------ Dataset entries
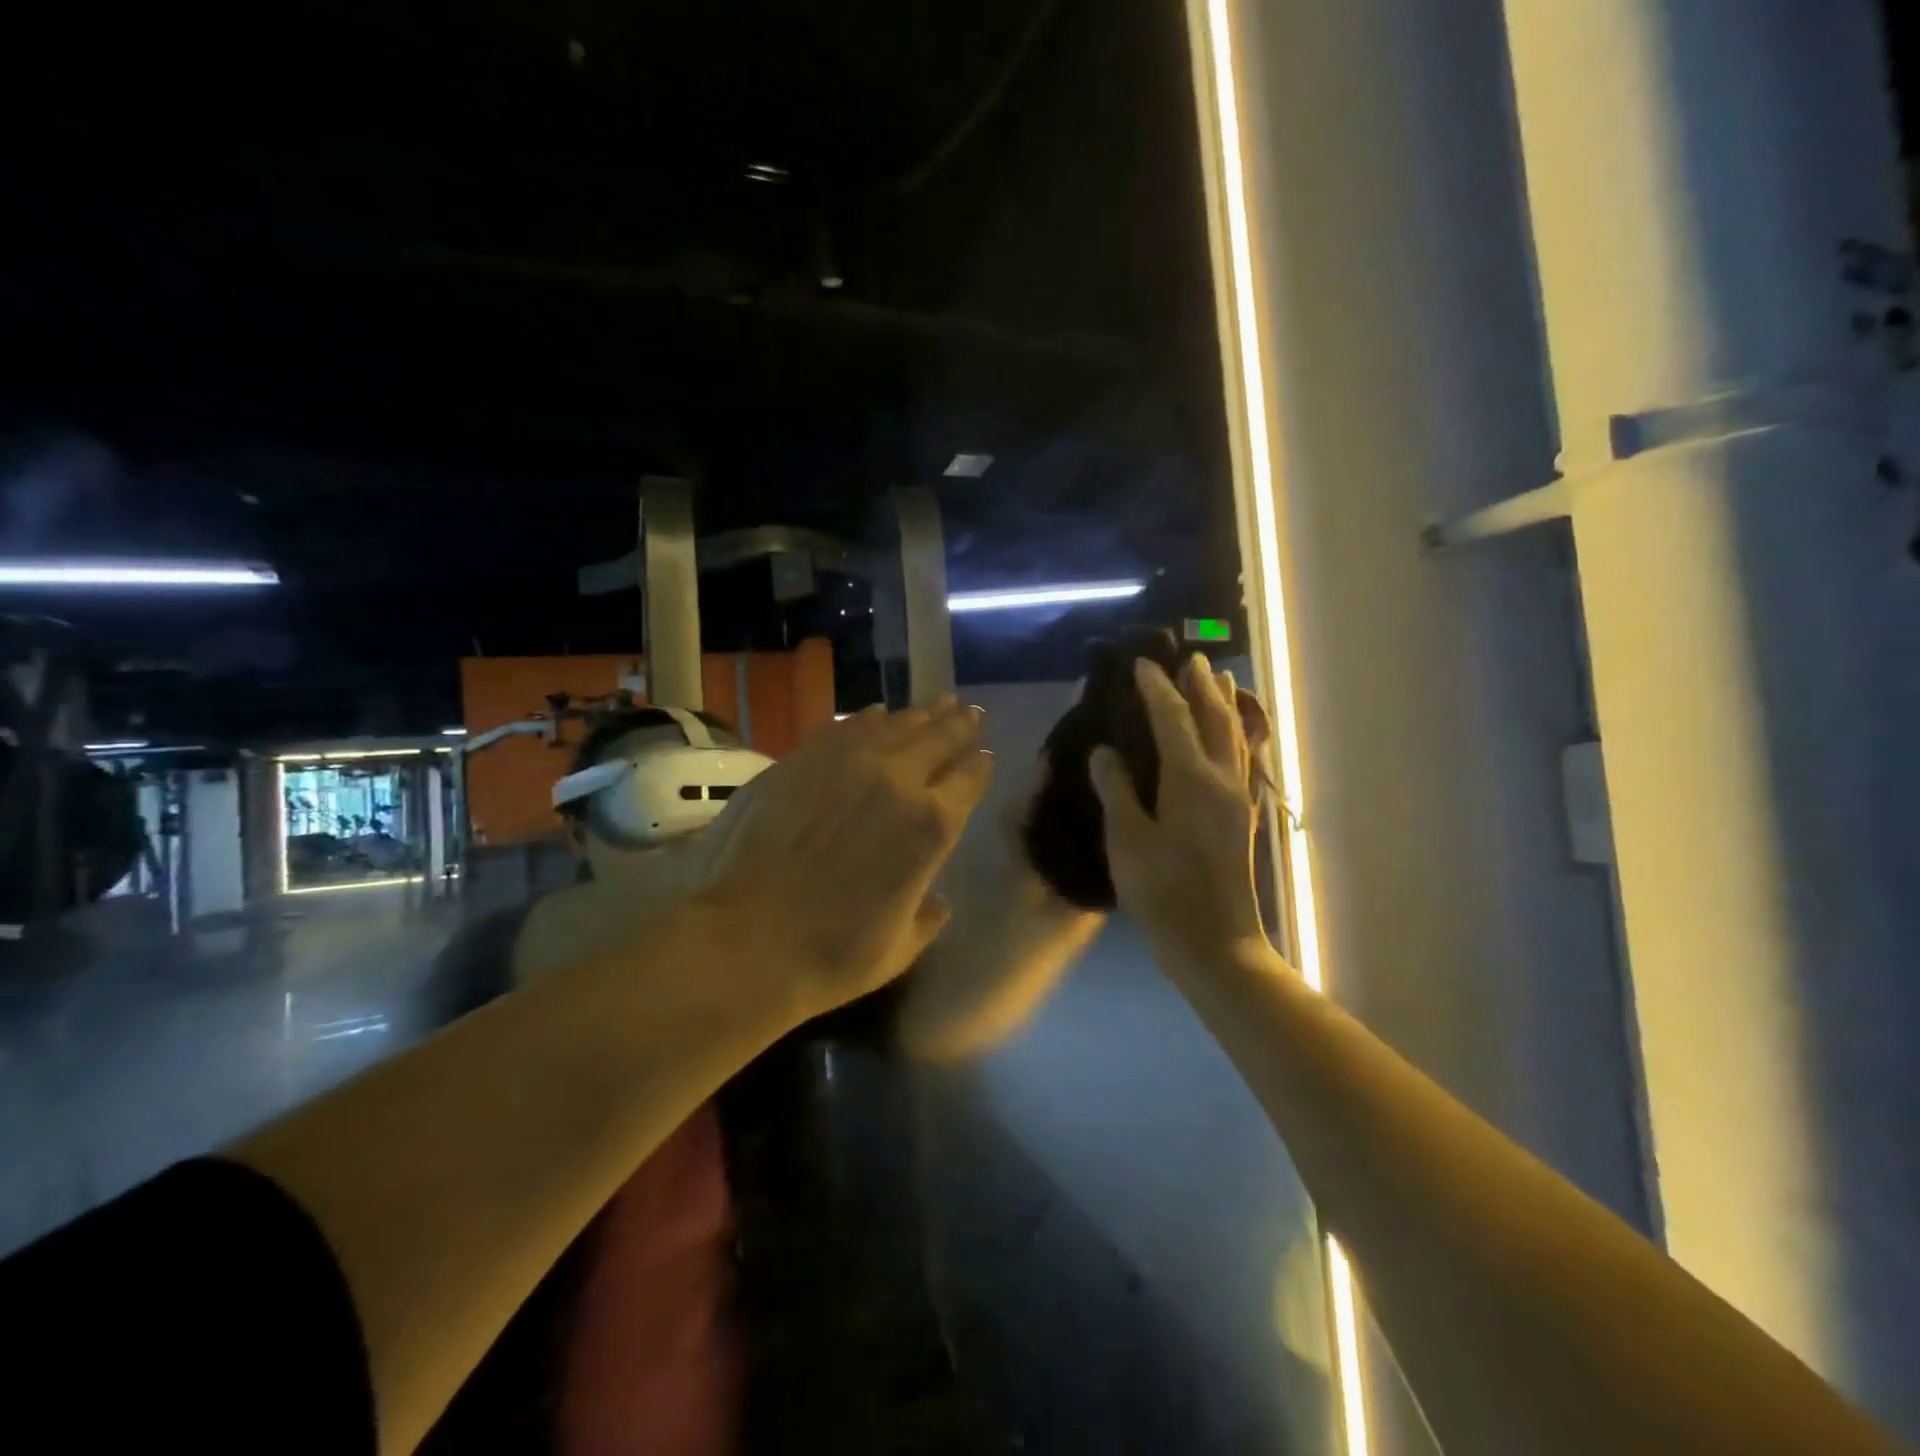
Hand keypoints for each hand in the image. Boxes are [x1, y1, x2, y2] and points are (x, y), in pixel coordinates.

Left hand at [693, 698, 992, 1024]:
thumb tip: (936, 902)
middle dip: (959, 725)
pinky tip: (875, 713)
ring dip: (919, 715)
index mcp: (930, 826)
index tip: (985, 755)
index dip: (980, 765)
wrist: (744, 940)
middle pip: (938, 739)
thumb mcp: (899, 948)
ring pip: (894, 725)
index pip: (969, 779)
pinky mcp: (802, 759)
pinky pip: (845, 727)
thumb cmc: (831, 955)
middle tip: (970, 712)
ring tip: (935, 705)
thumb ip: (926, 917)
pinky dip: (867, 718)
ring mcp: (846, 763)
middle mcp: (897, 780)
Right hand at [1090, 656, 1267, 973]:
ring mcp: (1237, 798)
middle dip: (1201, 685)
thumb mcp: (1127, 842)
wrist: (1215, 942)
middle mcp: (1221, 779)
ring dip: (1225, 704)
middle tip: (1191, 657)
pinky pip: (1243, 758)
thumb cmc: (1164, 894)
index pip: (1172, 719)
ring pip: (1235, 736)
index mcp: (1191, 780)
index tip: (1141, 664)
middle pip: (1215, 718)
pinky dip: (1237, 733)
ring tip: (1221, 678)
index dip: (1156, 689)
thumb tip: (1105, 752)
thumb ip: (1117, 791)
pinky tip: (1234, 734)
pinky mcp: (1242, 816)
------------
------ Dataset entries
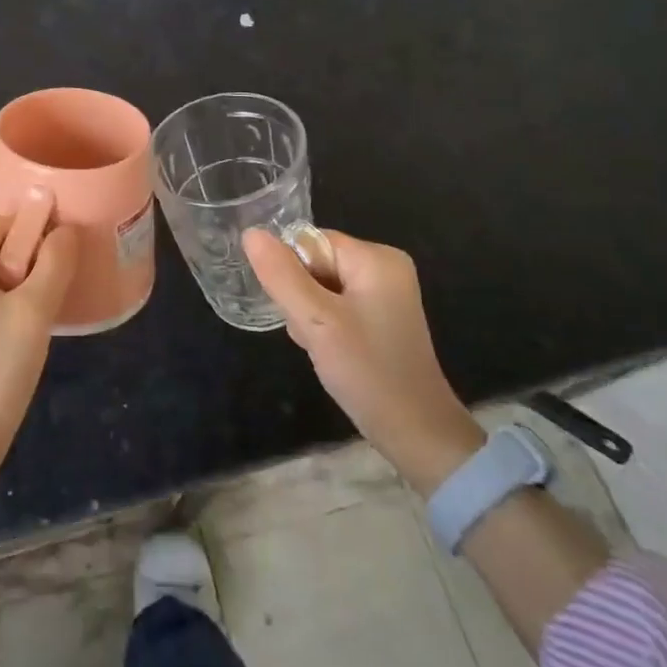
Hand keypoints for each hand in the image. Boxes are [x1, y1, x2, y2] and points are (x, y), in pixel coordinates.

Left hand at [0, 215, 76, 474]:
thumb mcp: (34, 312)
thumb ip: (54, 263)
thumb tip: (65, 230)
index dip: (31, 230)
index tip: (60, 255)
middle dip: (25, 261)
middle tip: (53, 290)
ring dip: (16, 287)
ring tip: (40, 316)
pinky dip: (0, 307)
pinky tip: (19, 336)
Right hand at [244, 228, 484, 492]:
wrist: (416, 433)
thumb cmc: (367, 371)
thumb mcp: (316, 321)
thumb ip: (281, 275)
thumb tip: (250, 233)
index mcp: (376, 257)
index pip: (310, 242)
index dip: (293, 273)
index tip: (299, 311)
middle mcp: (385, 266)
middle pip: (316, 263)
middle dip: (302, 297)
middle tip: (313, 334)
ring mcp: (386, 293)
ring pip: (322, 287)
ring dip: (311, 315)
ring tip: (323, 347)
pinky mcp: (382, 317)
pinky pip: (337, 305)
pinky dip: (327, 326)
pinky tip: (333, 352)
------------
------ Dataset entries
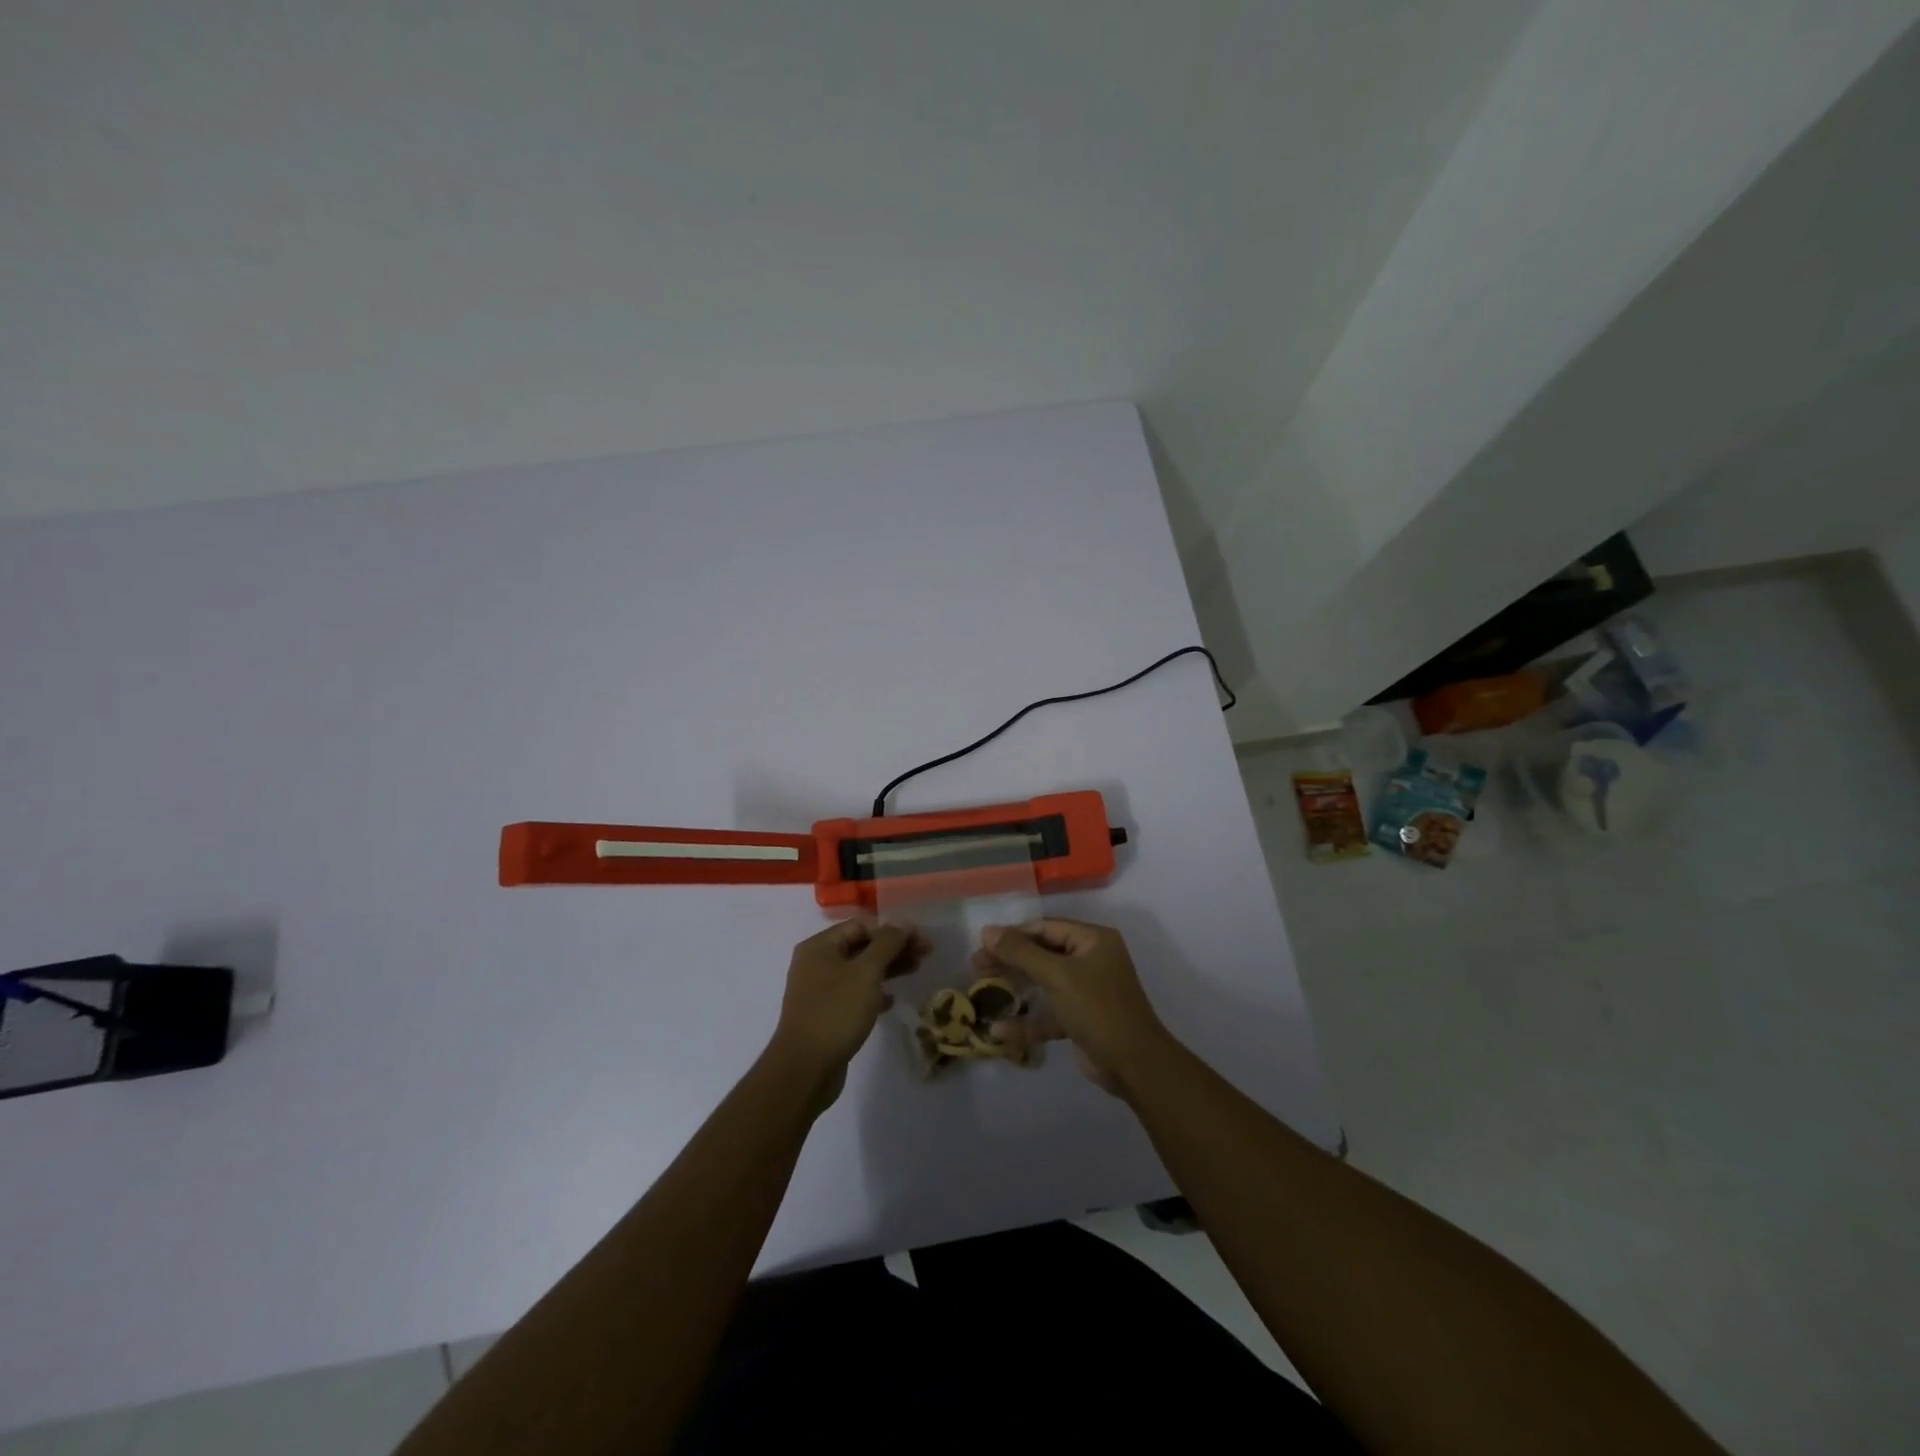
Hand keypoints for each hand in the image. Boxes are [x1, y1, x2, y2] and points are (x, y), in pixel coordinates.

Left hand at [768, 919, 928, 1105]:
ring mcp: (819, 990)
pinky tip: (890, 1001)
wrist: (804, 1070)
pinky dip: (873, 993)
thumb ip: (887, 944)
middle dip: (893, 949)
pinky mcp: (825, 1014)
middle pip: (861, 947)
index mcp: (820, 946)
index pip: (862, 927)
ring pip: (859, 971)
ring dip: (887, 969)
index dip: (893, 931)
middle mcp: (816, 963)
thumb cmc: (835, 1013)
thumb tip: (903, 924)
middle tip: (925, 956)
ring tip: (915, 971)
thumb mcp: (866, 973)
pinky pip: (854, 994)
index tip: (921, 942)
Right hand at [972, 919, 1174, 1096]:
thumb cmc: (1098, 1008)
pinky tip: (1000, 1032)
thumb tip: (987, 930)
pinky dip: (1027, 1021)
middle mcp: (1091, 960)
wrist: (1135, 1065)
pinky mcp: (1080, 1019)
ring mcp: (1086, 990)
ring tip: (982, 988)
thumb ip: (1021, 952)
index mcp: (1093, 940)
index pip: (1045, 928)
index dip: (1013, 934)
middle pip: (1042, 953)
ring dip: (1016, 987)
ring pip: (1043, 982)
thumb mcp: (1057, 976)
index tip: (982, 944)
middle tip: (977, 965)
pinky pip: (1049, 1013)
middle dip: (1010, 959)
------------
[Problem description] Your task is to restate, word for word, only those lines above that fall between the line holding "ring pip: (894, 725)" and the line holding "middle mcp: (897, 780)", inclusive.

[Solution for this exercise]
ring pip: (894, 725)
index pip: (969, 779)
pinky mcp: (802, 759)
pinky pip: (845, 727)
thumb cmc: (831, 955)
middle tip: (970, 712)
ring tip: (935, 705)
thumb ip: (926, 917)
pinky dip: (867, 718)
ring mcp: (846, 763)
middle mcp: (897, 780)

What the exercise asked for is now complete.